I write novels, short stories, and articles (which sometimes turn into passionate rants) about asexuality. (And one time, that ranting became long enough and organized enough that I could sell it as a book.) Sometimes, people like the things I write enough to buy them, display them, or offer to represent them to publishers, but so far, it does not happen often enough or to a great enough extent that I can support myself on the money it makes. And sure, it would be ideal if I did not have to go to another job to make ends meet. It would be ideal if the thing I love to do most in the world also resulted in people throwing money at me and making it possible for me to keep doing it without distraction.
|(Actual tweet I got once.)|
I doubt anyone reading this has failed to notice that not all passions are equally likely to be lucrative.

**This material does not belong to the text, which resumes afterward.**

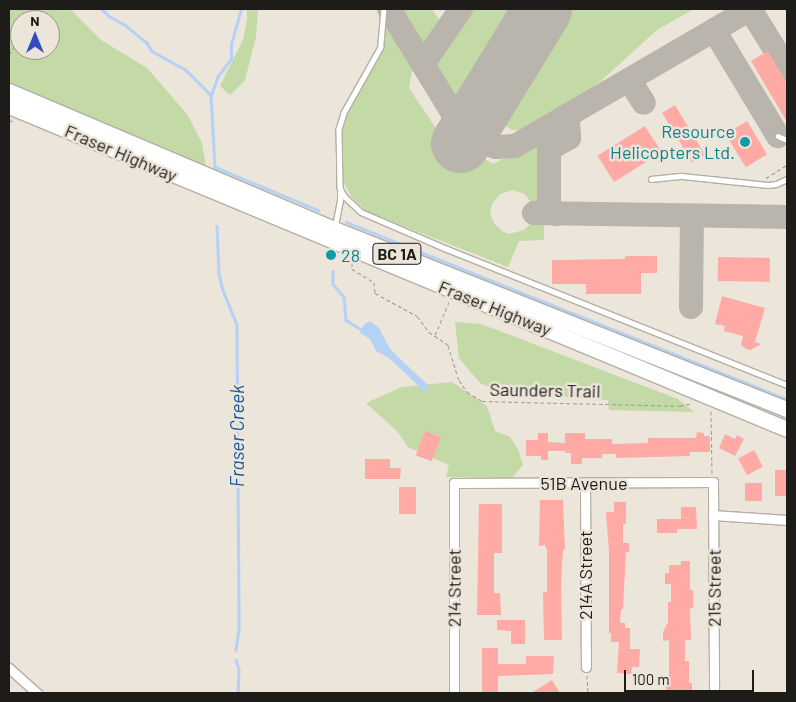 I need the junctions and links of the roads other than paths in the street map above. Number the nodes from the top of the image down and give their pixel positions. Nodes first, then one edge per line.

It's actually really hard to make a living as an author. It's also really rare that someone's entire income is from writing, even if they are fairly successful and have managed to sell some of their work. Often an author needs a secondary income--either their own day job/side job, or a partner's job sharing the load of running a household, or both. And for some reason, I've noticed people expecting authors to regard all forms of writing as created equal; they seem to think just about every type of writing is interconnected in every way, from the craft basics to the interpersonal connections, from the skills and education needed to the creative and professional needs satisfied.
Think about the difference between picking up a book you personally wanted to read and picking up the book you were assigned to read for school reading or book club. Sure, you might unexpectedly enjoy the assigned book, and you may just be the type of person who devours everything. But for many (probably most) people, reading isn't really the same if it's something someone else made you read. Especially if the kinds of books you're assigned to read are fundamentally different from the type you'd choose.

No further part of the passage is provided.